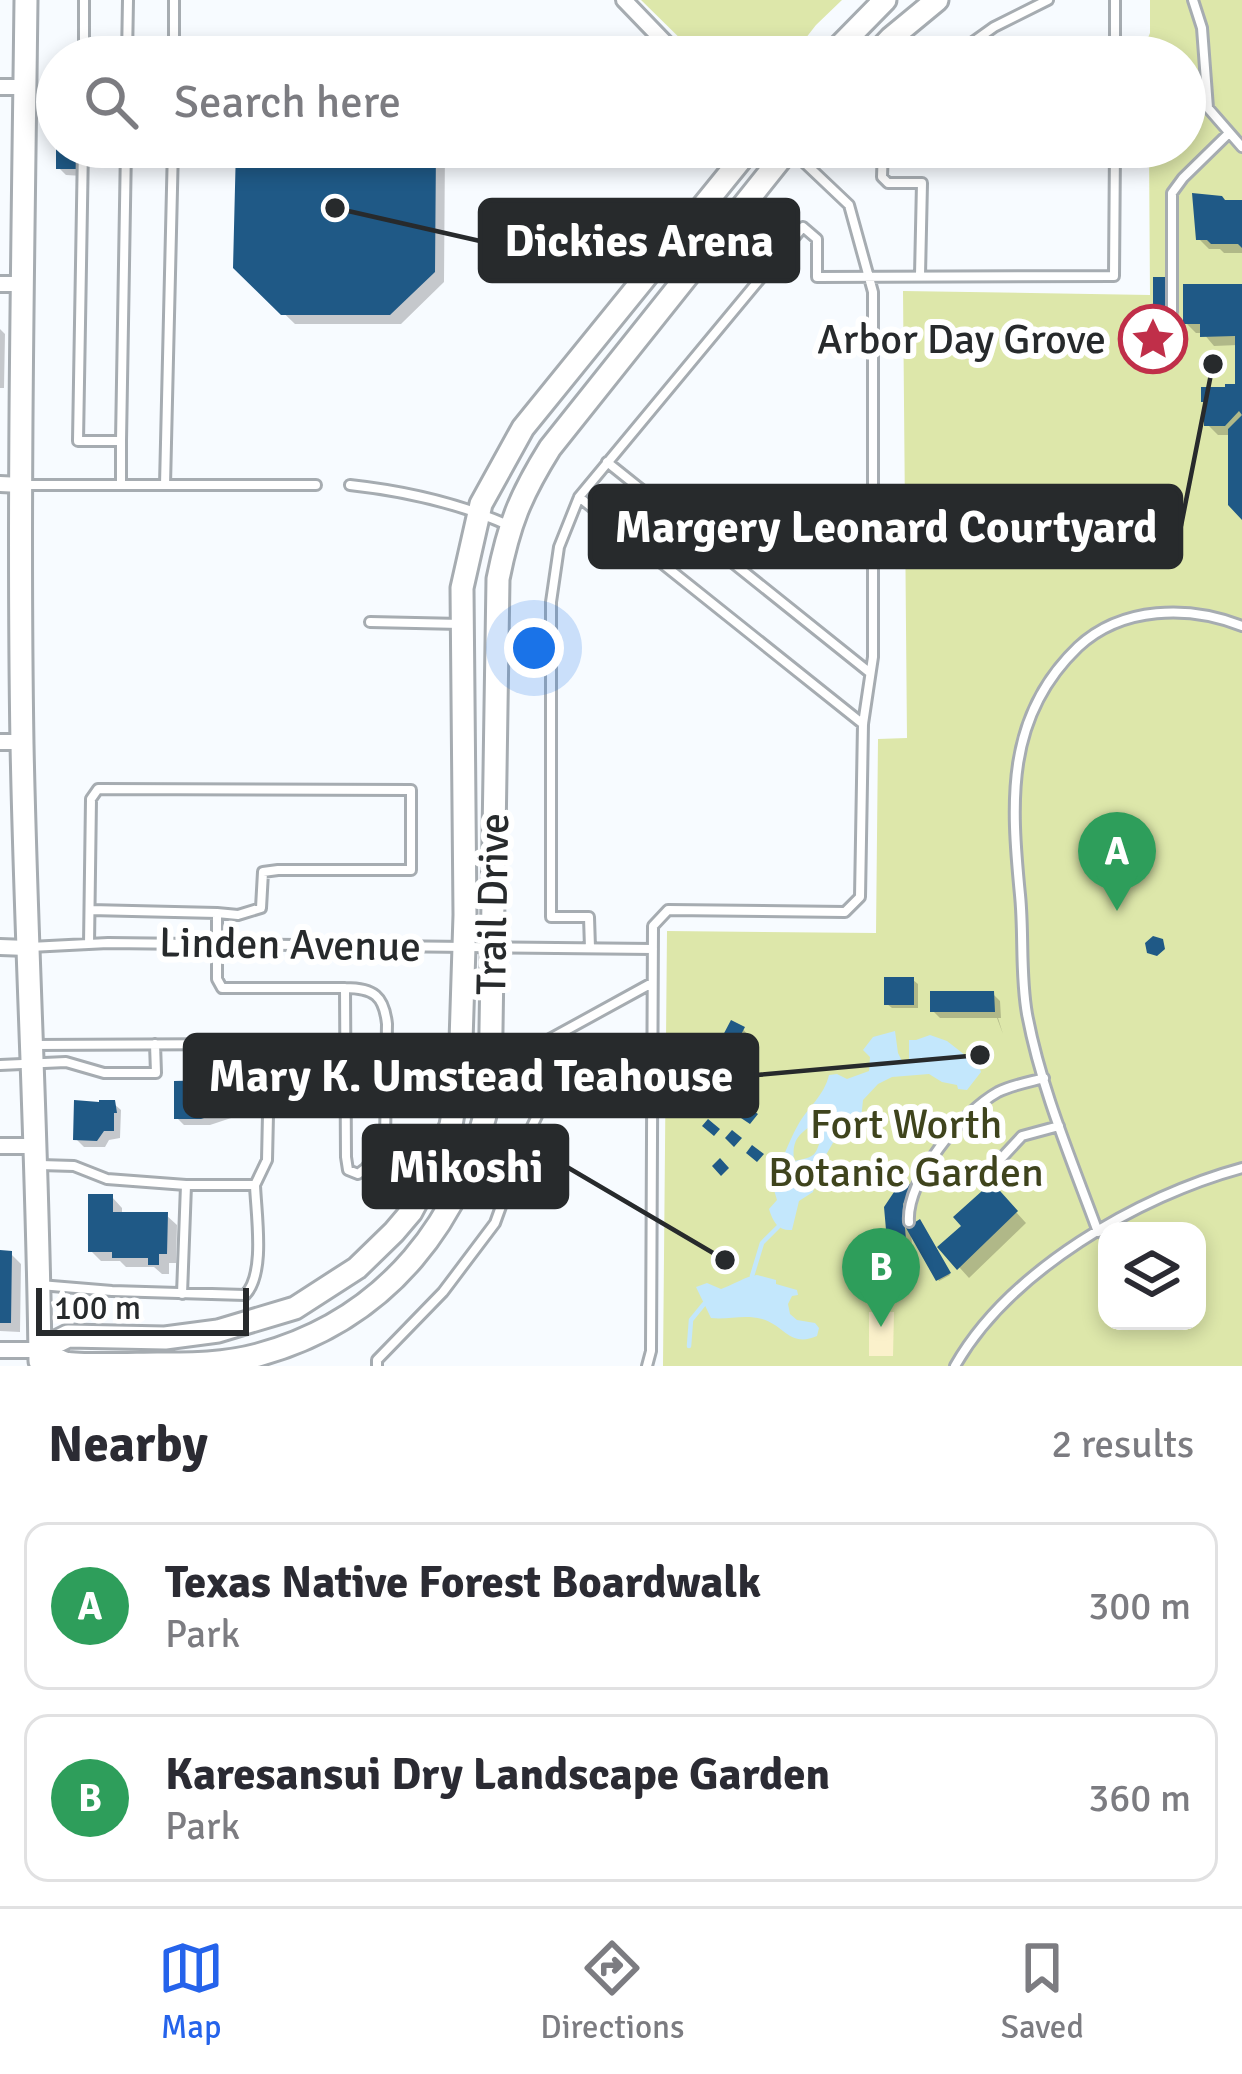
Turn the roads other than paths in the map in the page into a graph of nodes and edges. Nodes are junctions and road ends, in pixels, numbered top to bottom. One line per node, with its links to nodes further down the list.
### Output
1 (26, 0): 22 (street)
2 (84, 0): 11 (lane)
3 (128, 0): 12 (lane)
4 (174, 0): 13 (lane)
5 (624, 0): 14 (street)
6 (884, 0): 15 (street)
7 (937, 0): 16 (street)
8 (1048, 0): 17 (lane)
9 (1115, 0): 18 (lane)
10 (1193, 0): 19 (lane)
11 (84, 36)
12 (127, 36)
13 (174, 36)
14 (659, 36)
15 (848, 36)
16 (893, 36)
17 (981, 36)
18 (1115, 36)
19 (1203, 36)
20 (1206, 81): 23 (lane)
21 (0, 87): 22 (street)
22 (25, 87): 38 (street)
23 (1228, 134): 24 (lane); 25 (lane)
24 (1242, 147)
25 (1206, 156)
26 (83, 168): 41 (lane)
27 (126, 168): 41 (lane)
28 (173, 168): 45 (lane)
29 (734, 168): 49 (street, Trail Drive)
30 (772, 168): 51 (street, Trail Drive)
31 (811, 168): 35 (lane)
32 (882, 168): 36 (lane)
33 (1115, 168): 36 (lane)
34 (1193, 168): 39 (lane)
35 (867, 275): 36 (lane); 42 (lane); 57 (lane)
36 (920, 275)
37 (0, 284): 38 (street)
38 (23, 284): 40 (street)
39 (1172, 312)
40 (11, 387): 43 (street)
41 (121, 441): 44 (lane)
42 (608, 462): 48 (lane); 57 (lane)
43 (10, 485): 44 (lane); 50 (street)
44 (121, 485): 45 (lane)
45 (165, 485): 46 (lane)
46 (316, 485)
47 (350, 485): 49 (lane)
48 (579, 497): 58 (lane); 68 (lane)
49 (479, 512): 51 (lane); 54 (street, Trail Drive)
50 (11, 514): 52 (street)
51 (510, 526): 55 (street, Trail Drive)
52 (11, 563): 59 (street)
53 (370, 622): 54 (lane)
54 (462, 624): 55 (street); 64 (street, Trail Drive)
55 (497, 624): 66 (street, Trail Drive)
56 (1242, 626): 75 (lane)
57 (870, 673): 58 (lane)
58 (863, 724): 69 (lane)
59 (11, 742): 67 (street)
60 (90, 910): 61 (lane); 61 (lane); 62 (lane)
61 (218, 914): 63 (lane)
62 (89, 944): 63 (lane, Linden Avenue); 67 (lane, Linden Avenue)
63 (218, 944): 64 (lane, Linden Avenue); 71 (lane)
64 (464, 946): 66 (lane, Linden Avenue); 89 (street, Trail Drive)
65 (0, 947): 67 (street, Linden Avenue)
66 (492, 947): 68 (lane, Linden Avenue); 90 (street, Trail Drive)
67 (27, 948): 73 (street)
68 (590, 948): 69 (lane, Linden Avenue)
69 (653, 949): 70 (lane)
70 (653, 982): 91 (lane); 92 (lane)
71 (345, 988): 71 (lane)
72 (155, 1044): 73 (lane); 73 (lane); 82 (lane)
73 (33, 1055): 74 (lane); 78 (street)
74 (0, 1065)
75 (1044, 1078): 76 (lane); 83 (lane)
76 (1059, 1126): 80 (lane); 85 (lane)
77 (0, 1146): 78 (street)
78 (37, 1156): 81 (lane); 86 (street)
79 (1242, 1168): 84 (lane)
80 (984, 1177)
81 (186, 1185): 82 (lane); 87 (lane)
82 (255, 1185): 87 (lane)
83 (909, 1222)
84 (1116, 1222)
85 (1098, 1232): 93 (lane)
86 (38, 1285): 87 (lane); 89 (street)
87 (182, 1294)
88 (0, 1349): 89 (street)
89 (40, 1358): 90 (street, Trail Drive)
90 (100, 1365)
91 (376, 1366)
92 (647, 1366)
93 (955, 1366)

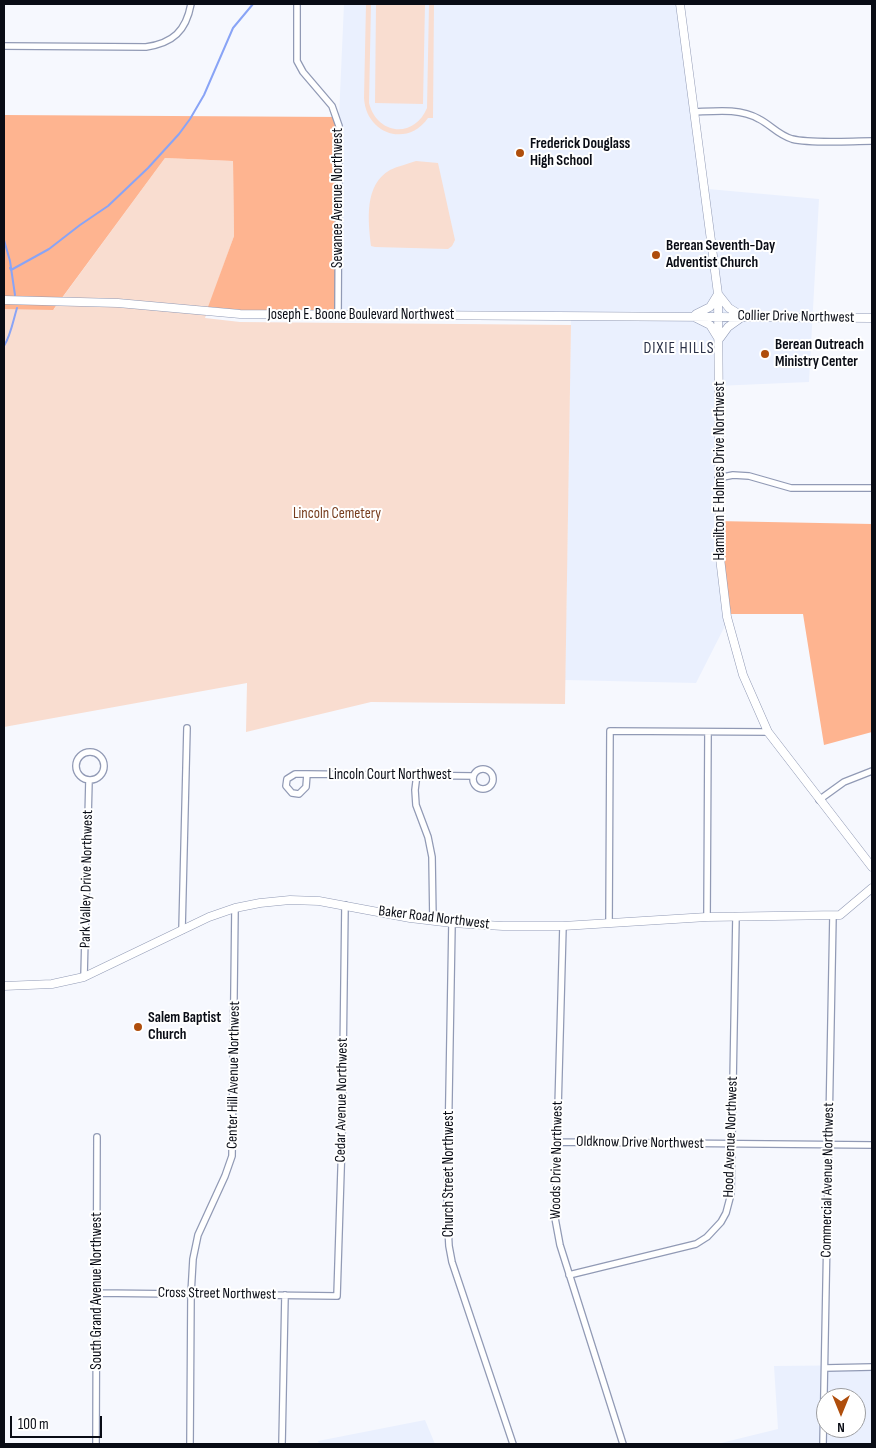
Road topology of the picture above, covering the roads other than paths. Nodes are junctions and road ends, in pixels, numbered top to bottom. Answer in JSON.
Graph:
{"nodes":[{"id":1,"x":191,"y":4,"type":"edge"},
{"id":2,"x":297,"y":4,"type":"edge"},
{"id":3,"x":680,"y":4,"type":"edge"},
{"id":4,"x":4,"y":46,"type":"edge"},
{"id":5,"x":695,"y":112,"type":"junction"},
{"id":6,"x":872,"y":141,"type":"edge"},
{"id":7,"x":718,"y":294,"type":"junction"},
{"id":8,"x":4,"y":300,"type":"edge"},
{"id":9,"x":338,"y":315,"type":"junction"},
{"id":10,"x":692,"y":316,"type":"junction"},
{"id":11,"x":720,"y":316,"type":"junction"},
{"id":12,"x":744,"y":316,"type":"junction"},
{"id":13,"x":872,"y":318,"type":"edge"},
{"id":14,"x":719,"y":340,"type":"junction"},
{"id":15,"x":718,"y":478,"type":"junction"},
{"id":16,"x":872,"y":488,"type":"edge"},
{"id":17,"x":187,"y":728,"type":"dead end"},
{"id":18,"x":708,"y":732,"type":"junction"},
{"id":19,"x":768,"y":732,"type":"junction"},
{"id":20,"x":872,"y":771,"type":"edge"},
{"id":21,"x":307,"y":774,"type":"dead end"},
{"id":22,"x":417,"y":774,"type":"junction"},
{"id":23,"x":473,"y":776,"type":"dead end"},
{"id":24,"x":89,"y":780,"type":"junction"},
{"id":25,"x":819,"y":800,"type":"junction"},
{"id":26,"x":872,"y":867,"type":"edge"},
{"id":27,"x":872,"y":888,"type":"edge"},
{"id":28,"x":345,"y":905,"type":"junction"},
{"id":29,"x":235,"y":908,"type":"junction"},
{"id":30,"x":833,"y":915,"type":"junction"},
{"id":31,"x":707,"y":916,"type":"junction"},
{"id":32,"x":736,"y":916,"type":"junction"},
{"id":33,"x":433,"y":921,"type":"junction"},
{"id":34,"x":452,"y":923,"type":"junction"},
{"id":35,"x":609,"y":923,"type":"junction"},
{"id":36,"x":563,"y":926,"type":"junction"},
{"id":37,"x":182,"y":930,"type":"junction"},
{"id":38,"x":84,"y":977,"type":"junction"},
{"id":39,"x":4,"y":986,"type":"edge"},
{"id":40,"x":97,"y":1137,"type":"dead end"},
{"id":41,"x":557,"y":1142,"type":"junction"},
{"id":42,"x":732,"y":1144,"type":"junction"},
{"id":43,"x":829,"y":1145,"type":"junction"},
{"id":44,"x":872,"y":1145,"type":"edge"},
{"id":45,"x":569,"y":1276,"type":"junction"},
{"id":46,"x":98,"y":1293,"type":"junction"},
{"id":47,"x":191,"y":1294,"type":"junction"},
{"id":48,"x":285,"y":1295,"type":"junction"},
{"id":49,"x":337,"y":1296,"type":"joint"},
{"id":50,"x":872,"y":1367,"type":"edge"},
{"id":51,"x":825,"y":1368,"type":"junction"},
{"id":52,"x":96,"y":1444,"type":"edge"},
{"id":53,"x":190,"y":1444,"type":"edge"},
{"id":54,"x":282,"y":1444,"type":"edge"},
{"id":55,"x":513,"y":1444,"type":"edge"},
{"id":56,"x":623,"y":1444,"type":"edge"},
{"id":57,"x":823,"y":1444,"type":"edge"}],
"edges":[{"from":1,"to":4,"type":"street"},
{"from":2,"to":9,"type":"street","name":"Sewanee Avenue Northwest"},
{"from":3,"to":5,"type":"main road","name":"Hamilton E Holmes Drive Northwest"},
{"from":5,"to":6,"type":"street"},
{"from":5,"to":7,"type":"main road","name":"Hamilton E Holmes Drive Northwest"},
{"from":7,"to":10,"type":"main road"},
{"from":7,"to":11,"type":"main road","name":"Hamilton E Holmes Drive Northwest"},
{"from":7,"to":12,"type":"main road"},
{"from":8,"to":9,"type":"main road","name":"Joseph E. Boone Boulevard Northwest"},
{"from":9,"to":10,"type":"main road","name":"Joseph E. Boone Boulevard Northwest"},
{"from":10,"to":11,"type":"main road","name":"Joseph E. Boone Boulevard Northwest"},
{"from":10,"to":14,"type":"main road"},
{"from":11,"to":12,"type":"main road","name":"Collier Drive Northwest"},
{"from":11,"to":14,"type":"main road","name":"Hamilton E Holmes Drive Northwest"},
{"from":12,"to":13,"type":"main road","name":"Collier Drive Northwest"},
{"from":12,"to":14,"type":"main road"},
{"from":14,"to":15,"type":"main road","name":"Hamilton E Holmes Drive Northwest"},
{"from":15,"to":16,"type":"street"},
{"from":15,"to":19,"type":"main road","name":"Hamilton E Holmes Drive Northwest"},
{"from":17,"to":37,"type":"street"},
{"from":18,"to":19,"type":"street"},
{"from":18,"to":31,"type":"street"},
{"from":18,"to":35,"type":"street"},
{"from":19,"to":25,"type":"main road","name":"Hamilton E Holmes Drive Northwest"},
{"from":20,"to":25,"type":"street"},
{"from":21,"to":22,"type":"street","name":"Lincoln Court Northwest"},
{"from":22,"to":23,"type":"street","name":"Lincoln Court Northwest"},
{"from":22,"to":33,"type":"street"},
{"from":24,"to":24,"type":"street"},
{"from":24,"to":38,"type":"street","name":"Park Valley Drive Northwest"},
{"from":25,"to":26,"type":"main road","name":"Hamilton E Holmes Drive Northwest"},
{"from":27,"to":30,"type":"main road","name":"Baker Road Northwest"},
{"from":28,"to":29,"type":"main road","name":"Baker Road Northwest"},
{"from":28,"to":33,"type":"main road","name":"Baker Road Northwest"},
{"from":28,"to":49,"type":"street","name":"Cedar Avenue Northwest"},
{"from":29,"to":37,"type":"main road","name":"Baker Road Northwest"},
{"from":29,"to":47,"type":"street","name":"Center Hill Avenue Northwest"},
{"from":30,"to":32,"type":"main road","name":"Baker Road Northwest"},
{"from":30,"to":43,"type":"street","name":"Commercial Avenue Northwest"},
{"from":31,"to":32,"type":"main road","name":"Baker Road Northwest"},
{"from":31,"to":35,"type":"main road","name":"Baker Road Northwest"},
{"from":32,"to":42,"type":"street","name":"Hood Avenue Northwest"},
{"from":33,"to":34,"type":"main road","name":"Baker Road Northwest"},
{"from":34,"to":36,"type":"main road","name":"Baker Road Northwest"},
{"from":34,"to":55,"type":"street","name":"Church Street Northwest"},
{"from":35,"to":36,"type":"main road","name":"Baker Road Northwest"},
{"from":36,"to":41,"type":"street","name":"Woods Drive Northwest"},
{"from":37,"to":38,"type":"main road","name":"Baker Road Northwest"},
{"from":38,"to":39,"type":"main road","name":"Baker Road Northwest"},
{"from":40,"to":46,"type":"street","name":"South Grand Avenue Northwest"},
{"from":41,"to":42,"type":"street","name":"Oldknow Drive Northwest"},
{"from":41,"to":45,"type":"street","name":"Woods Drive Northwest"},
{"from":42,"to":43,"type":"street","name":"Oldknow Drive Northwest"},
{"from":42,"to":45,"type":"street","name":"Hood Avenue Northwest"},
{"from":43,"to":44,"type":"street","name":"Oldknow Drive Northwest"},
{"from":43,"to":51,"type":"street","name":"Commercial Avenue Northwest"},
{"from":45,"to":56,"type":"street","name":"Woods Drive Northwest"},
{"from":46,"to":47,"type":"street","name":"Cross Street Northwest"},
{"from":46,"to":52,"type":"street","name":"South Grand Avenue Northwest"},
{"from":47,"to":48,"type":"street","name":"Cross Street Northwest"},
{"from":47,"to":53,"type":"street","name":"Center Hill Avenue Northwest"},
{"from":48,"to":49,"type":"street","name":"Cross Street Northwest"},
{"from":48,"to":54,"type":"street"},
{"from":50,"to":51,"type":"street"},
{"from":51,"to":57,"type":"street","name":"Commercial Avenue Northwest"}]}
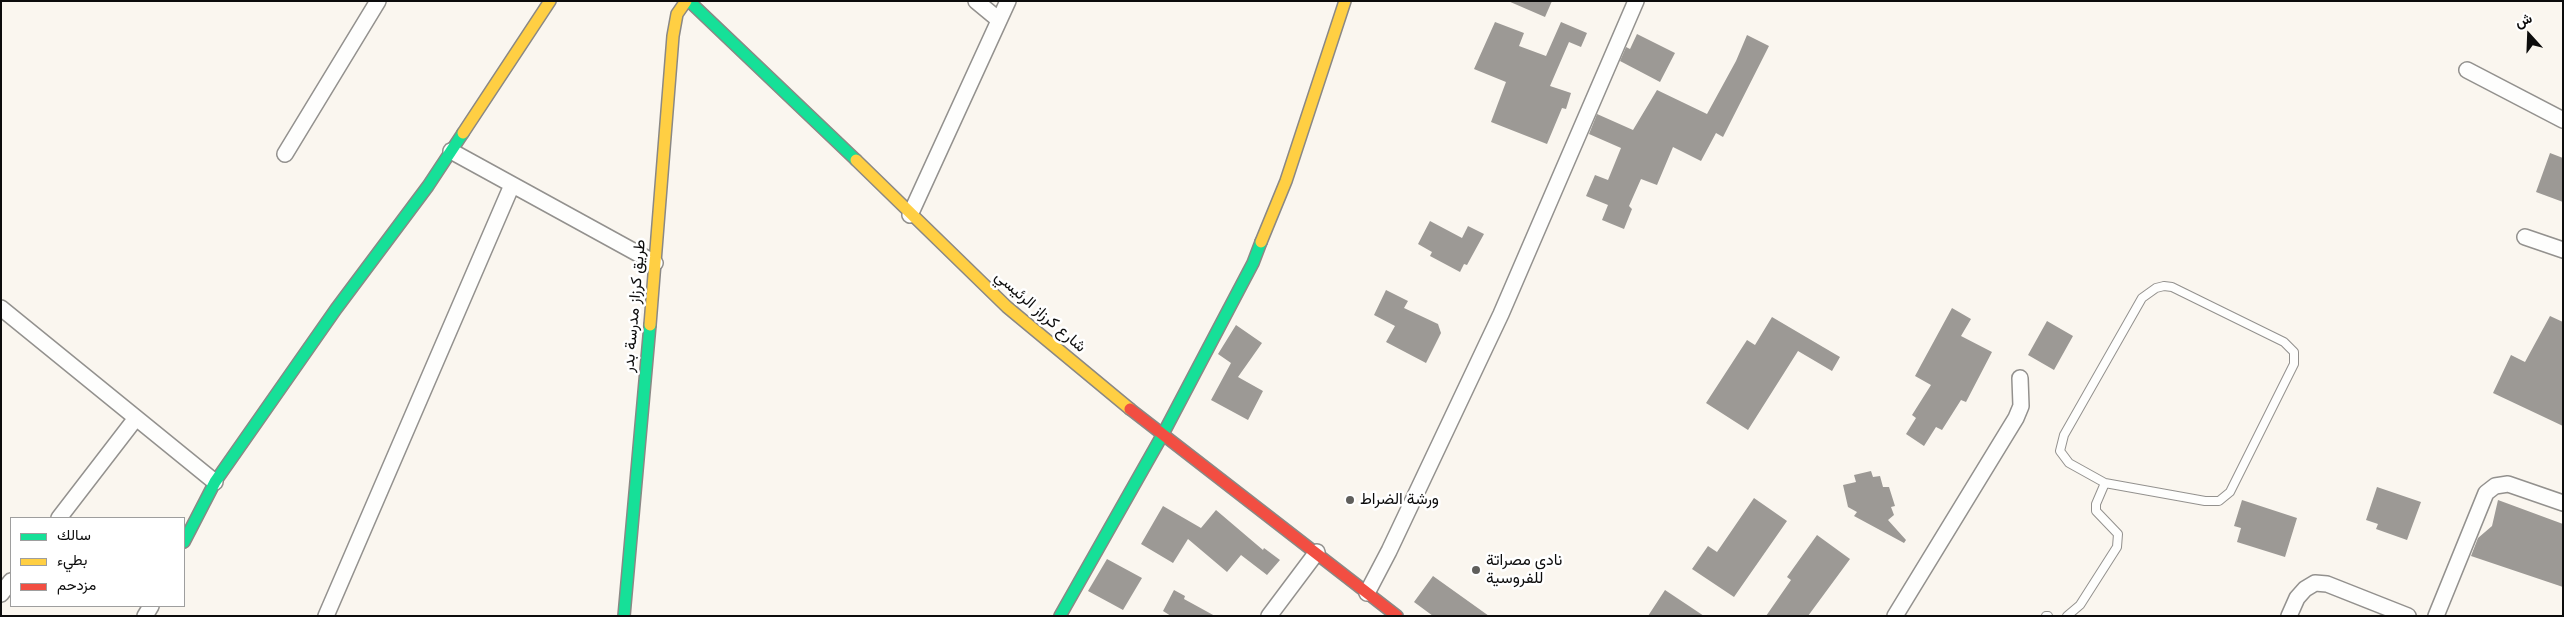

Task: Reading through the records above, report each line in which the string "numbered" is found.

Response area:
Turn the roads other than paths in the map in the page into a graph of nodes and edges. Nodes are junctions and road ends, in pixels, numbered top to bottom. One line per node, with its links to nodes further down the list.
Road topology of the picture above, covering the roads other than paths. Nodes are junctions and road ends, in pixels, numbered top to bottom. Answer in JSON.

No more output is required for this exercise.